HRIA's members range from those who rent out the super-heavy machines used by the miners down to the small-scale suburban owner-operators employing 15 people or less. The smaller hire operators tend today to offer specialised equipment, such as power generators. “They buy the gear that has the best support service and they often have return and maintenance deals with the supplier,” Phil explains. “It makes the service side more controllable because all they need is an on-call mechanic to deal with any breakdowns. It’s not so simple for the bigger organisations hiring out heavy machinery on longer-term leases. Some of it is very high-tech and the people who service it are highly qualified.”

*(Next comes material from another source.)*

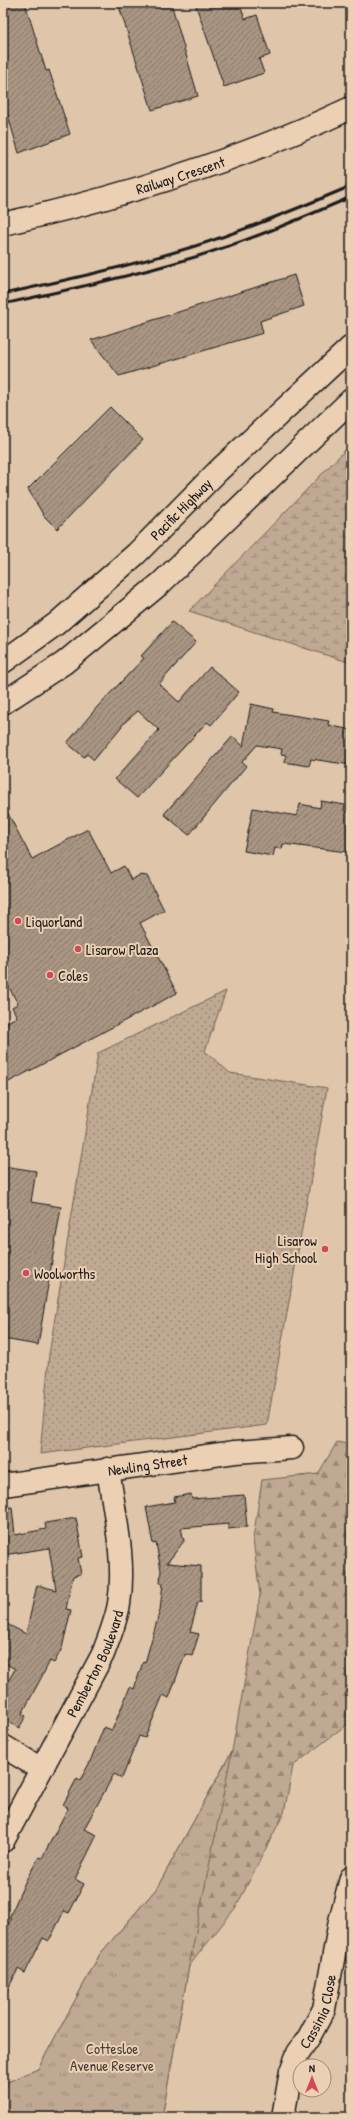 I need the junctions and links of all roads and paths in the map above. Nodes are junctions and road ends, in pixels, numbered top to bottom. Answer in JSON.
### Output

BEING PROACTIVE PAYS OFF Investigations by ERP Leaks reveal that the capital costs for the heavy equipment industry can be massive – millions worth of specialised vehicles, from earth movers to trucks whose tyres are taller than the average human being. Regular users prefer to lease them for obvious reasons. The lease agreement normally includes maintenance costs, and the leasing company stands or falls on its ability to keep these giant machines operating on demand – even round the clock. It doesn’t take too many of these machines to be taken off-line before a usual half a million in income becomes a loss twice as big in unearned income and repair costs. Proactive maintenance is the name of the game, but to do that, each vehicle has to be monitored so that servicing is always up to date. Information about factors including customers’ locations and machine hours determines both utilisation and income. Matilda Equipment serves the mining industry and has to keep track of its leased equipment at remote sites. “We’re talking multiple machines that have multiple work orders underway at any one time,” says Chief Financial Officer Damien Wilson. “Tyres for some of these machines can cost $40,000 apiece, so we could have several hundred thousand dollars in purchases out there with no idea when those invoices might hit.”

MANUAL PROCESSES OUTPACED Keeping big machines operating also requires slick inventory management. Crane supply and servicing specialist Palfinger has a parts database covering some 10,000 items. Manual stock-taking for an inventory that size is time-consuming and can only get worse if the business expands. Financial management can become a growing pain in a similar fashion. National Fleet Solutions services trucks in 100+ locations in the United States and Canada. When it was acquired by a larger firm, the reporting requirements quickly outgrew its legacy systems. “We knew we were spending a crazy amount of time, effort and energy to meet the reporting requirements every month,” says Eastern Region Controller Vince Muglia. “Our old systems were just incapable of doing anything creative or efficient. “All those problems were solved by switching to a modern ERP system. We’ve slashed both time and paperwork, and my financial staff is also half the size of staff in other regions.”

BETTER SYSTEMS, BETTER PERFORMANCE The big players in the heavy equipment industry tend to have much more capital tied up in their operations, and so their financial management is more complex. They tend to be major users of business software as a result, but it's permeated even the smaller operators. The problems may differ according to size, but the solutions are much the same. “There’s a certain immediacy about this business,” Phil Newby says. “The customer wants something and they want it now. To handle those demands, a lot of our members have very sophisticated computer systems. They’re getting better at using them and the systems are getting better too.” By keeping their technology up to date, equipment companies aim to avoid those broken promises. Because their income can be seriously affected by the performance of their customers, reliability and cost control are crucial. They use their business systems to help trap and prevent errors, properly monitor maintenance, and identify stock discrepancies. They know that tough times are bound to come again. The players who don't employ the technological advances now available can be left stuck between a rock and a hard place.